=== Supplied records ===

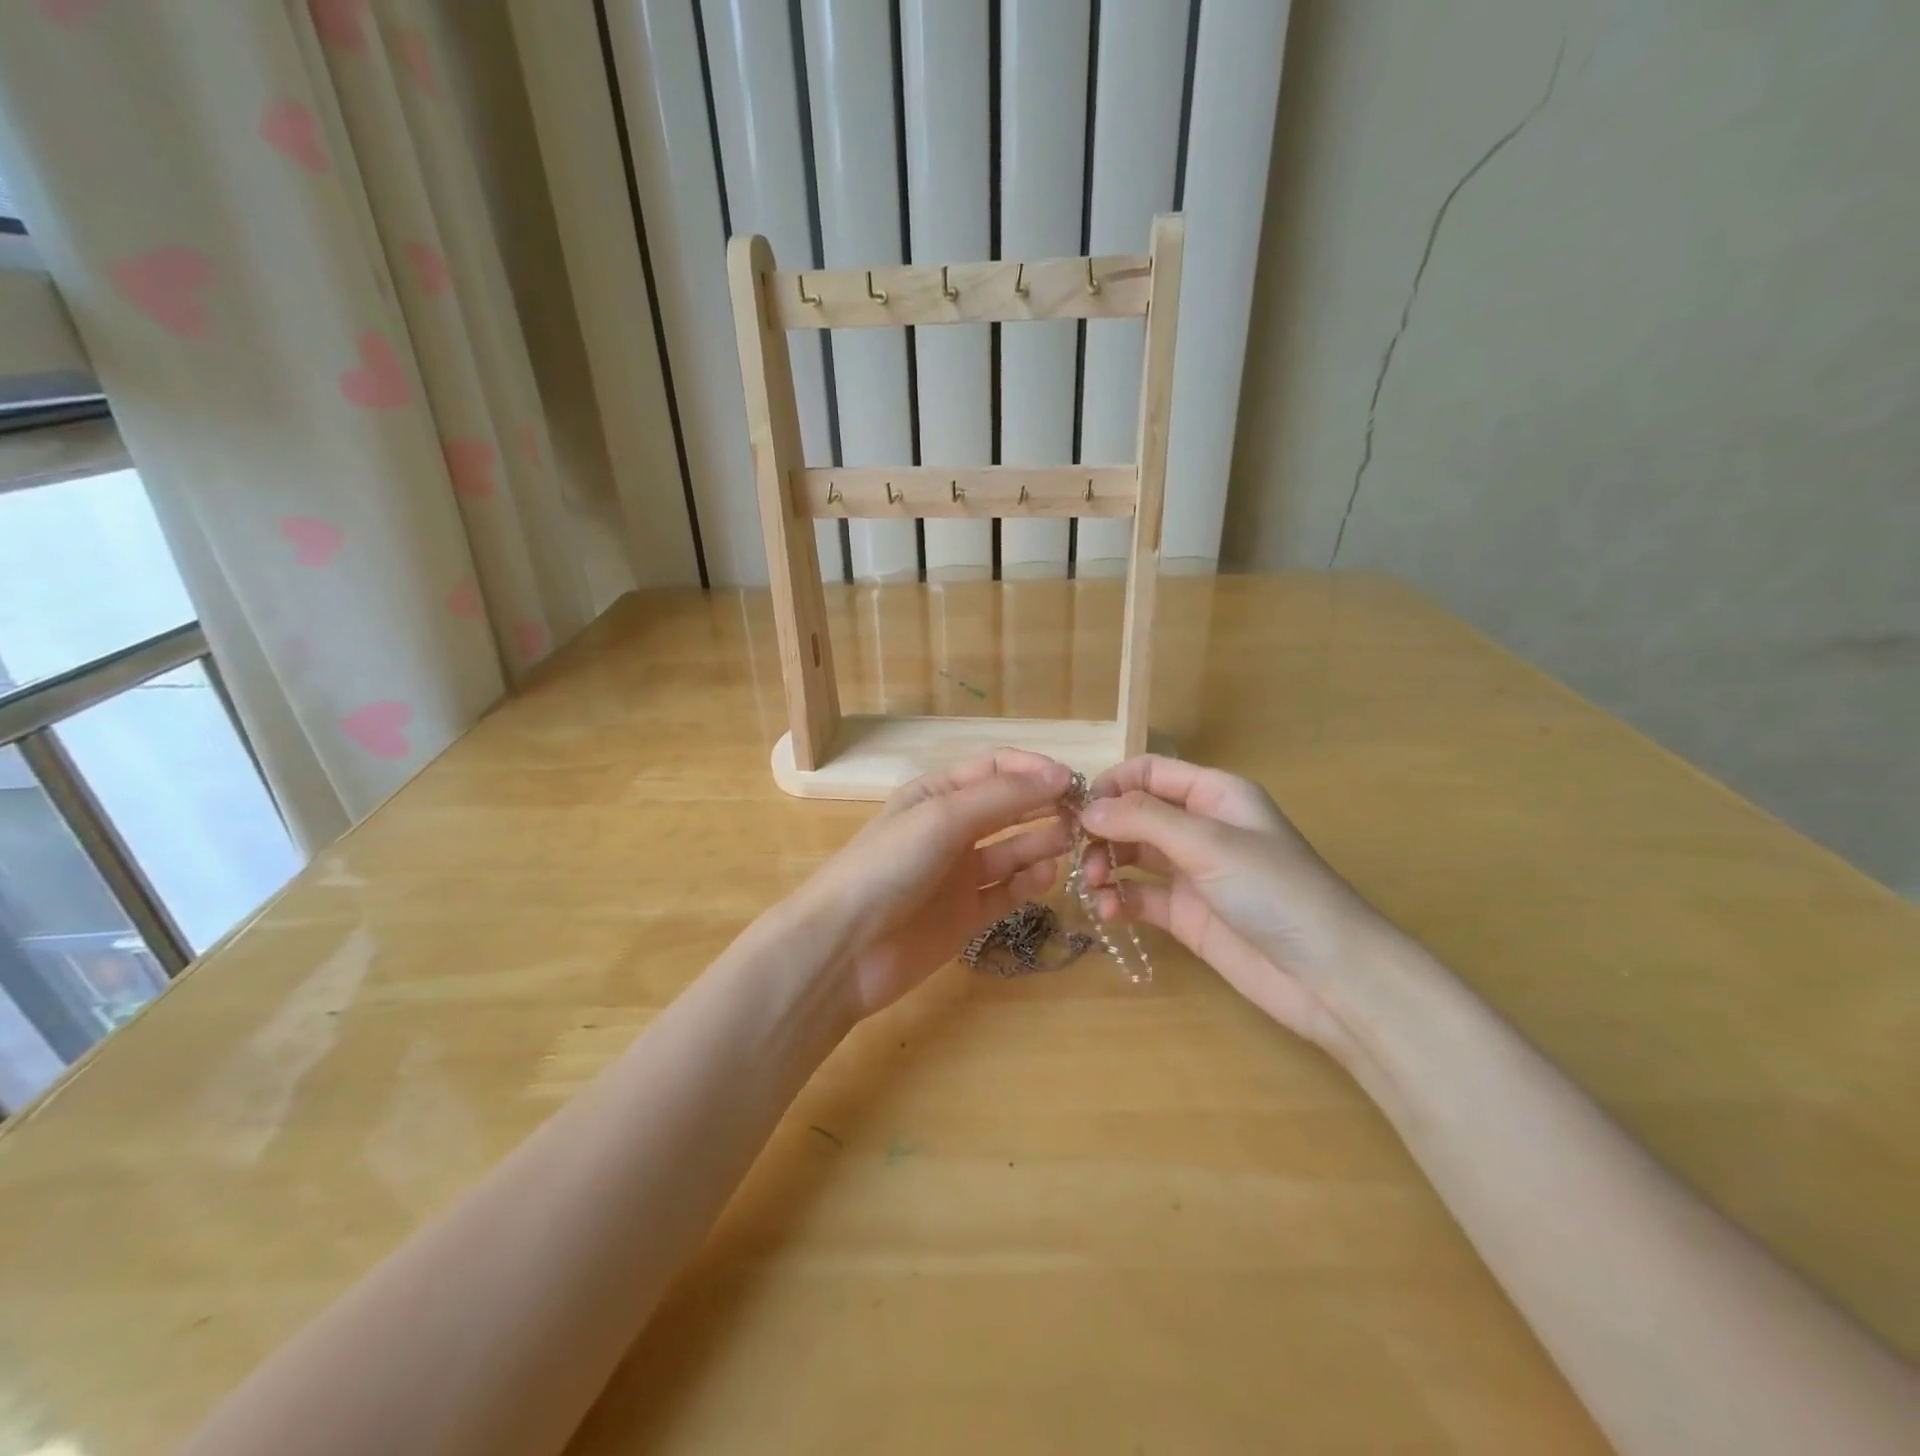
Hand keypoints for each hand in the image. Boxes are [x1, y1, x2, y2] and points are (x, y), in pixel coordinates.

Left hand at [794, 749, 1072, 1018]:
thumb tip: (1061, 774)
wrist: (844, 948)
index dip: (1035, 770)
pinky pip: (1007, 892)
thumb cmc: (889, 866)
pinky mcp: (966, 914)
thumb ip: (1003, 796)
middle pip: (1009, 807)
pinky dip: (1028, 883)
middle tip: (1086, 815)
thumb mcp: (944, 817)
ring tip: (1075, 842)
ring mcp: (959, 873)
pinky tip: (1046, 876)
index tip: (1074, 782)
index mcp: (938, 793)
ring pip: (1013, 849)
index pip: (996, 768)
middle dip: (1045, 805)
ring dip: (1043, 842)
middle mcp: (951, 828)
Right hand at [1079, 756, 1392, 1054]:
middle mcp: (1200, 828)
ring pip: (1132, 856)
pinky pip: (1140, 896)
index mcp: (1214, 795)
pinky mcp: (1186, 914)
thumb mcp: (1209, 843)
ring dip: (1106, 866)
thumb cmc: (1274, 890)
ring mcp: (1192, 873)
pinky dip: (1118, 900)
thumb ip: (1144, 820)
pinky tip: (1108, 912)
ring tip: (1094, 887)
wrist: (1328, 974)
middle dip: (1104, 831)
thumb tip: (1087, 808)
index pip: (1149, 773)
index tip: (1079, 811)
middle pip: (1134, 815)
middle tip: (1080, 855)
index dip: (1112, 785)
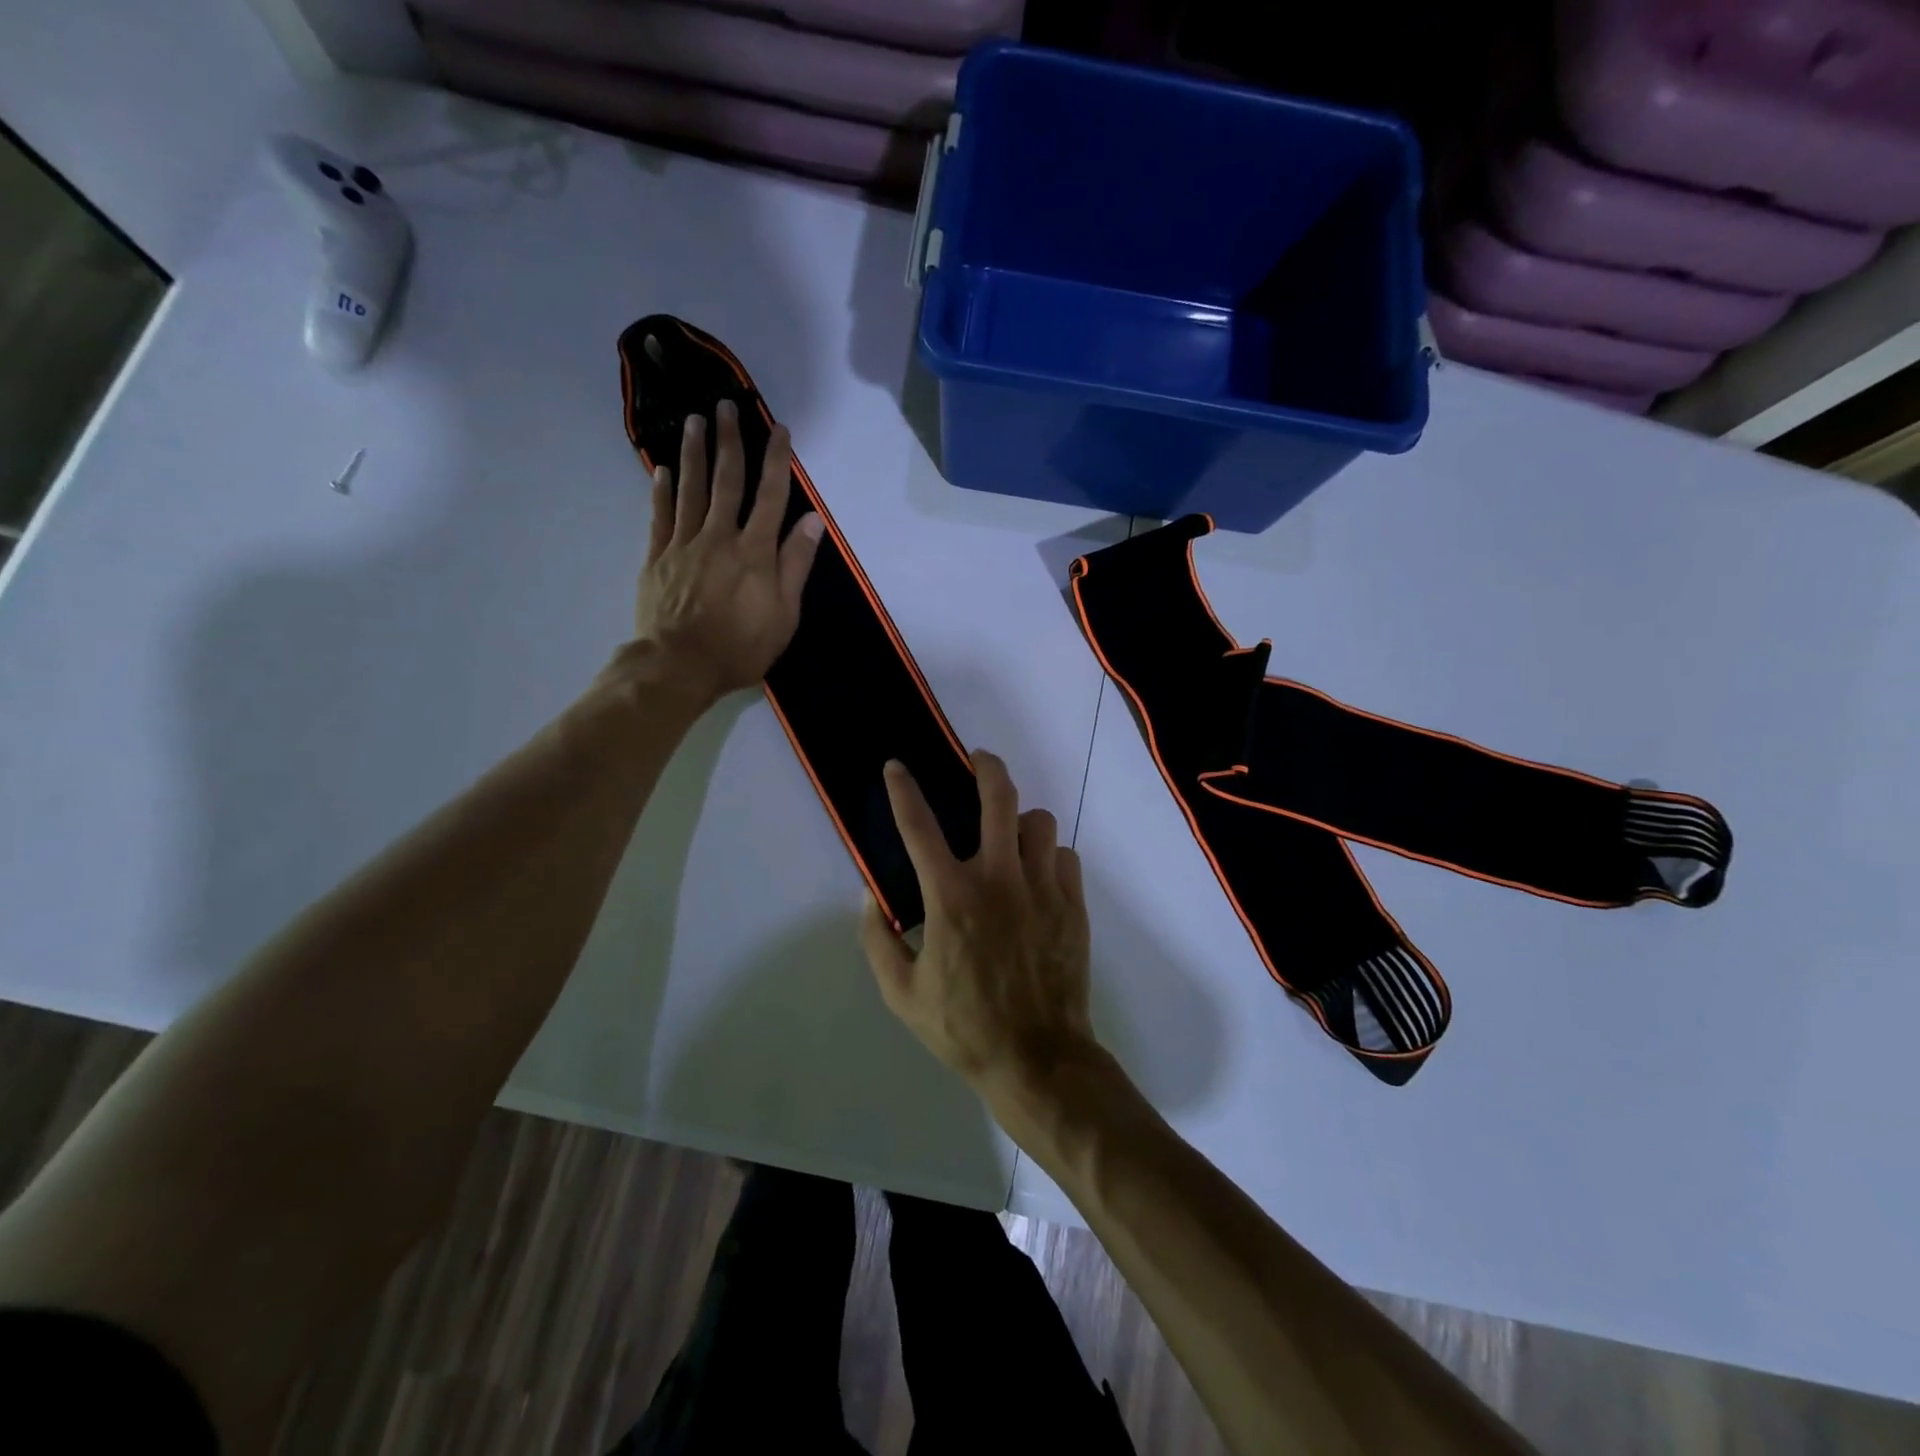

===

■ Work to complete ■
Repeat only the lines between the top of the entries above and the line containing "Right hand at", both ends included, without the pictures.

■ Solution to the problem ■
Hand keypoints for each hand in the image. Boxes are [x1, y1, x2, y2] and points are (x, y), in pixel coordinates.

Left hand at [794, 749, 1072, 1018]:
thumb tip: (1061, 774)
wrist: (844, 948)
index dip: (1035, 770)
pinky pip: (1007, 892)
thumb cmc: (889, 866)
pinky mcp: (966, 914)
thumb ip: (1003, 796)
middle pip: (1009, 807)
pinky dip: (1028, 883)
middle tip: (1086, 815)
thumb mcp: (944, 817)
ring tip: (1075, 842)
ring mcp: (959, 873)
pinky tip: (1046, 876)
index tip: (1074, 782)
index mcp: (938, 793)
ring pip: (1013, 849)
index pip: (996, 768)
middle dip: (1045, 805)
ring dip: (1043, 842)
middle mcp: (951, 828)
Right hand at [1079, 756, 1392, 1054]:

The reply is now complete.